*WHAT NEEDS TO BE DONE*:
Transcribe the entries exactly as they stand below, passing over any picture.

*RAW DATA*:
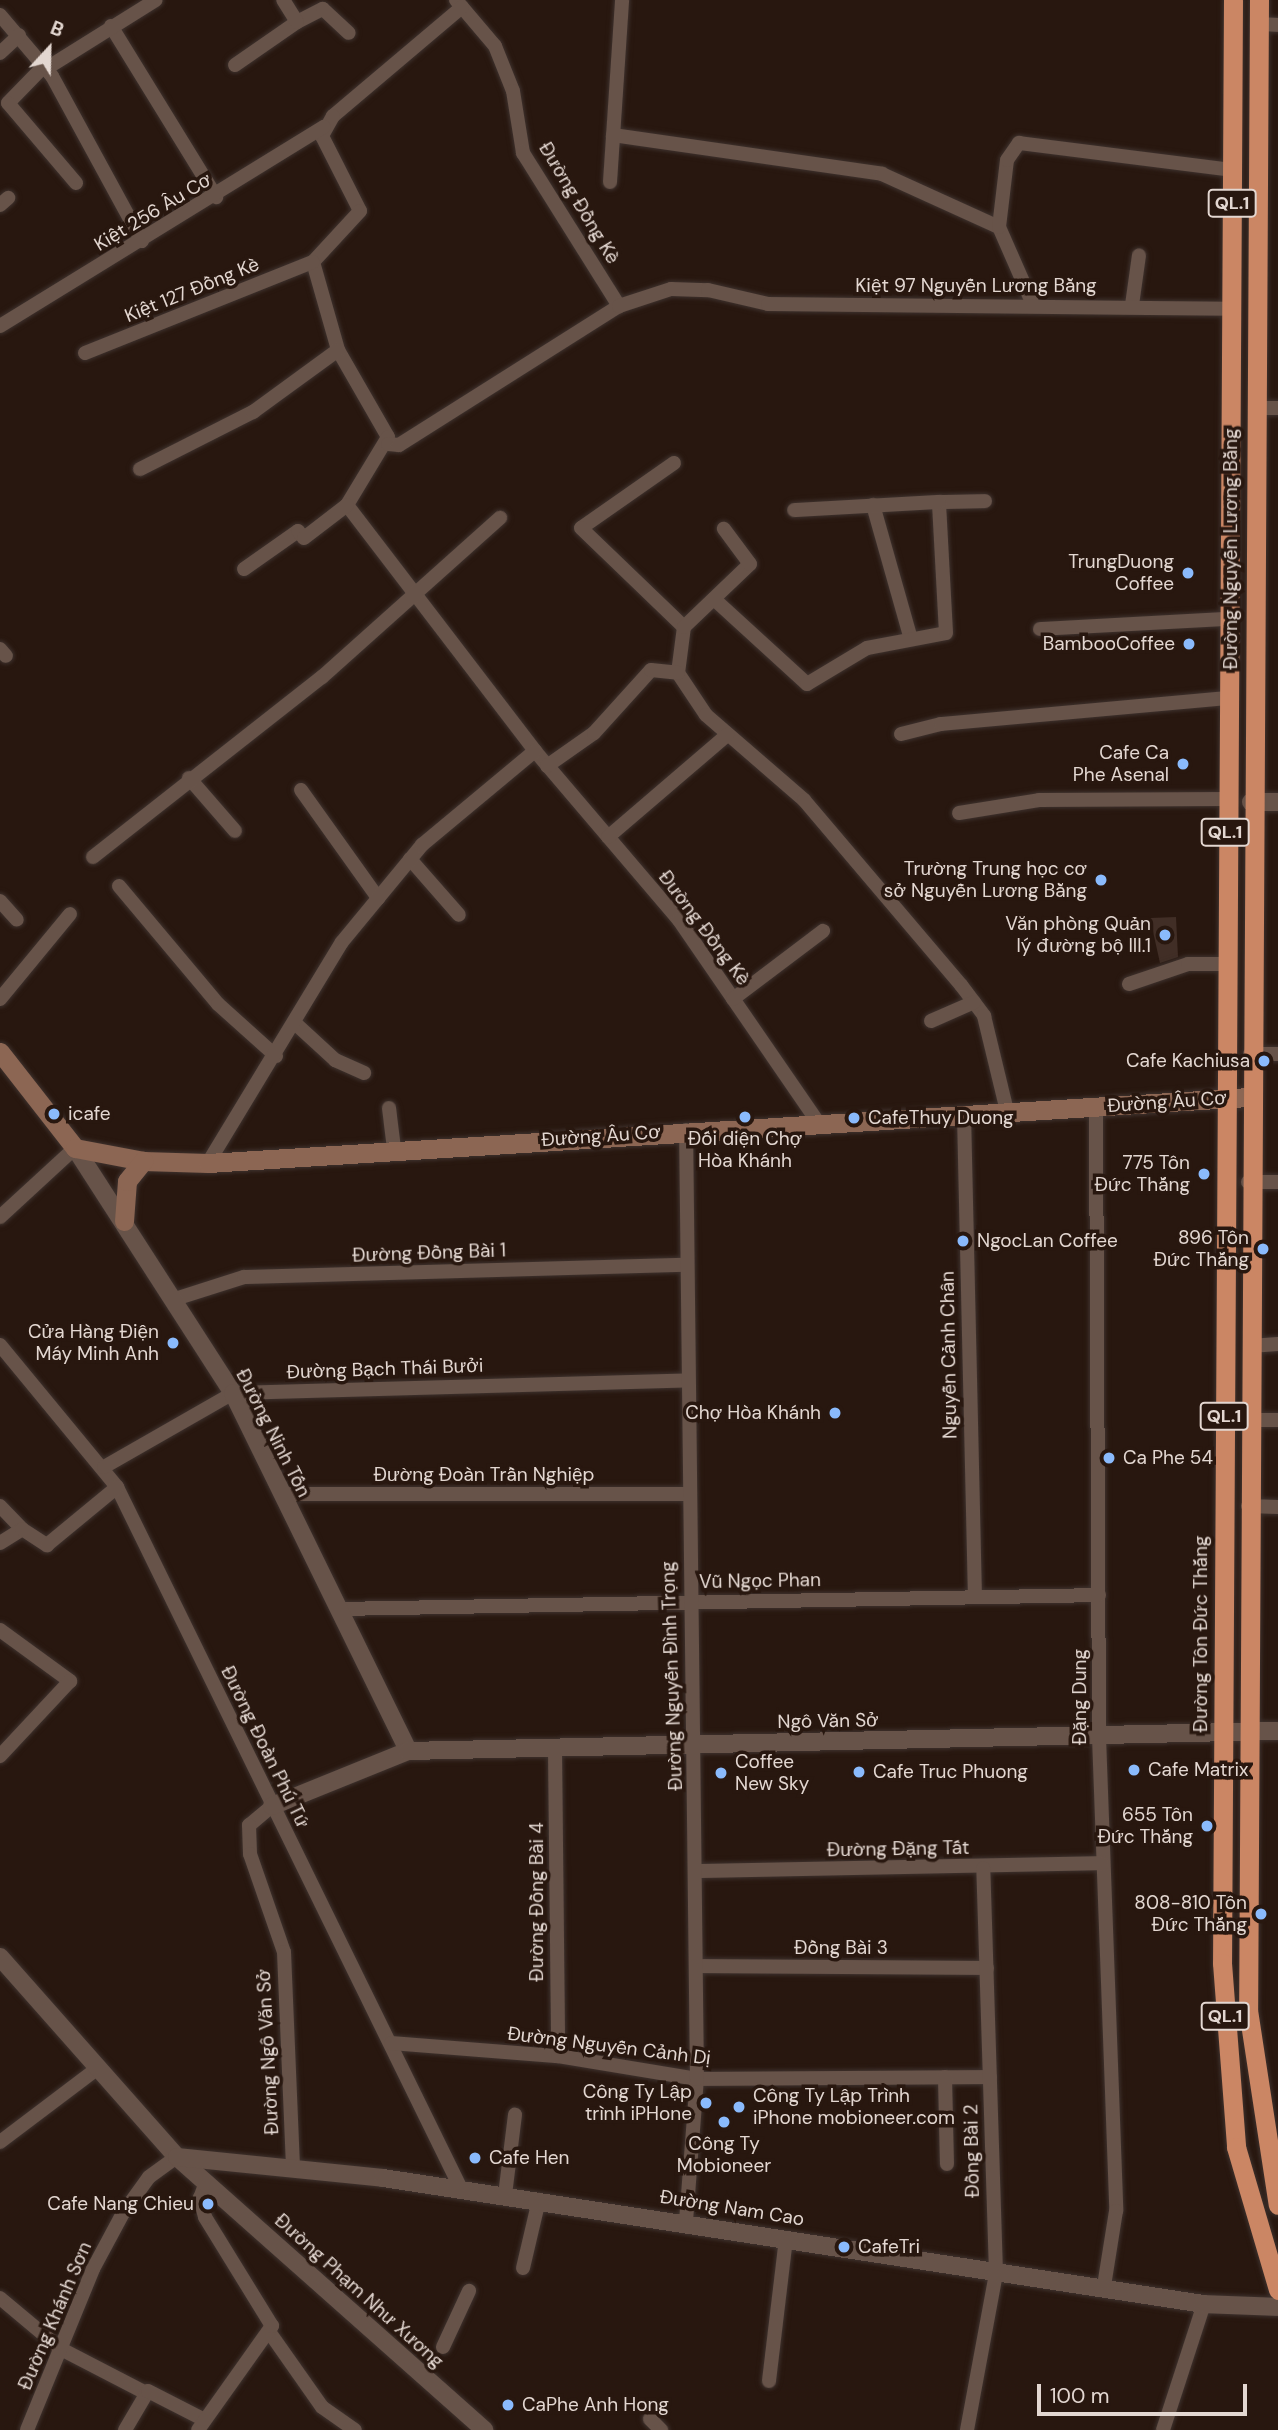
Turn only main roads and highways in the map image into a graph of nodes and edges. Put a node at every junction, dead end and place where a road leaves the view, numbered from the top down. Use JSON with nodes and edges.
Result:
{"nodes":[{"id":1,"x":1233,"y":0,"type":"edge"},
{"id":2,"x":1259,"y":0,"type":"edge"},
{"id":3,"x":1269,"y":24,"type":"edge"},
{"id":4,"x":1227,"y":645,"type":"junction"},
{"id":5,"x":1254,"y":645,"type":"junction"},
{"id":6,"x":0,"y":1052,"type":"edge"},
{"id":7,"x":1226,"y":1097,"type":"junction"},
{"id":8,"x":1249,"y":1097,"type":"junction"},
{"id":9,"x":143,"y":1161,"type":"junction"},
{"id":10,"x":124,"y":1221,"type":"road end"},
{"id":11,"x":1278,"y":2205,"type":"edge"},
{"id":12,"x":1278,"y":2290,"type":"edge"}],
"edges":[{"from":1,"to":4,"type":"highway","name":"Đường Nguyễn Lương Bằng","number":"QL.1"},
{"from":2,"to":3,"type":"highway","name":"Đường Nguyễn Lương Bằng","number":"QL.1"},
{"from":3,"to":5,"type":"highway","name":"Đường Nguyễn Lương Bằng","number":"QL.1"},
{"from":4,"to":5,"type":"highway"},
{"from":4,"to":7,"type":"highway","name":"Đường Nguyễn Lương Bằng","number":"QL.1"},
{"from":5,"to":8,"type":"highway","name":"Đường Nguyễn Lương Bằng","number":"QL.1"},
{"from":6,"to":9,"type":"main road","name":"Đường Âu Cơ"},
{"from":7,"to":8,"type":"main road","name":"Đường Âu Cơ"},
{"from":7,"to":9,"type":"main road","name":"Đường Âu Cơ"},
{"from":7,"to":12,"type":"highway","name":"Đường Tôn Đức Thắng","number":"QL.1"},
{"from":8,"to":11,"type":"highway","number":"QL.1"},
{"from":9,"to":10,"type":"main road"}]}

*ANSWER FOR THE TASK*:
Turn only main roads and highways in the map image into a graph of nodes and edges. Put a node at every junction, dead end and place where a road leaves the view, numbered from the top down. Use JSON with nodes and edges.
Result:
{"nodes":[{"id":1,"x":1233,"y":0,"type":"edge"},
{"id":2,"x":1259,"y":0,"type":"edge"},
{"id":3,"x":1269,"y":24,"type":"edge"},
{"id":4,"x":1227,"y":645,"type":"junction"},
{"id":5,"x":1254,"y":645,"type":"junction"},
{"id":6,"x":0,"y":1052,"type":"edge"},
{"id":7,"x":1226,"y":1097,"type":"junction"},
{"id":8,"x":1249,"y":1097,"type":"junction"},
{"id":9,"x":143,"y":1161,"type":"junction"},
{"id":10,"x":124,"y":1221,"type":"road end"},
{"id":11,"x":1278,"y":2205,"type":"edge"},
{"id":12,"x":1278,"y":2290,"type":"edge"}],
"edges":[{"from":1,"to":4,"type":"highway","name":"Đường Nguyễn Lương Bằng","number":"QL.1"},
{"from":2,"to":3,"type":"highway","name":"Đường Nguyễn Lương Bằng","number":"QL.1"},
{"from":3,"to":5,"type":"highway","name":"Đường Nguyễn Lương Bằng","number":"QL.1"},
{"from":4,"to":5,"type":"highway"},
{"from":4,"to":7,"type":"highway","name":"Đường Nguyễn Lương Bằng","number":"QL.1"},
{"from":5,"to":8,"type":"highway","name":"Đường Nguyễn Lương Bằng","number":"QL.1"},
{"from":6,"to":9,"type":"main road","name":"Đường Âu Cơ"},
{"from":7,"to":8,"type":"main road","name":"Đường Âu Cơ"},
{"from":7,"to":9,"type":"main road","name":"Đường Âu Cơ"},
{"from":7,"to":12,"type":"highway","name":"Đường Tôn Đức Thắng","number":"QL.1"},
{"from":8,"to":11,"type":"highway","number":"QL.1"},
{"from":9,"to":10,"type":"main road"}]}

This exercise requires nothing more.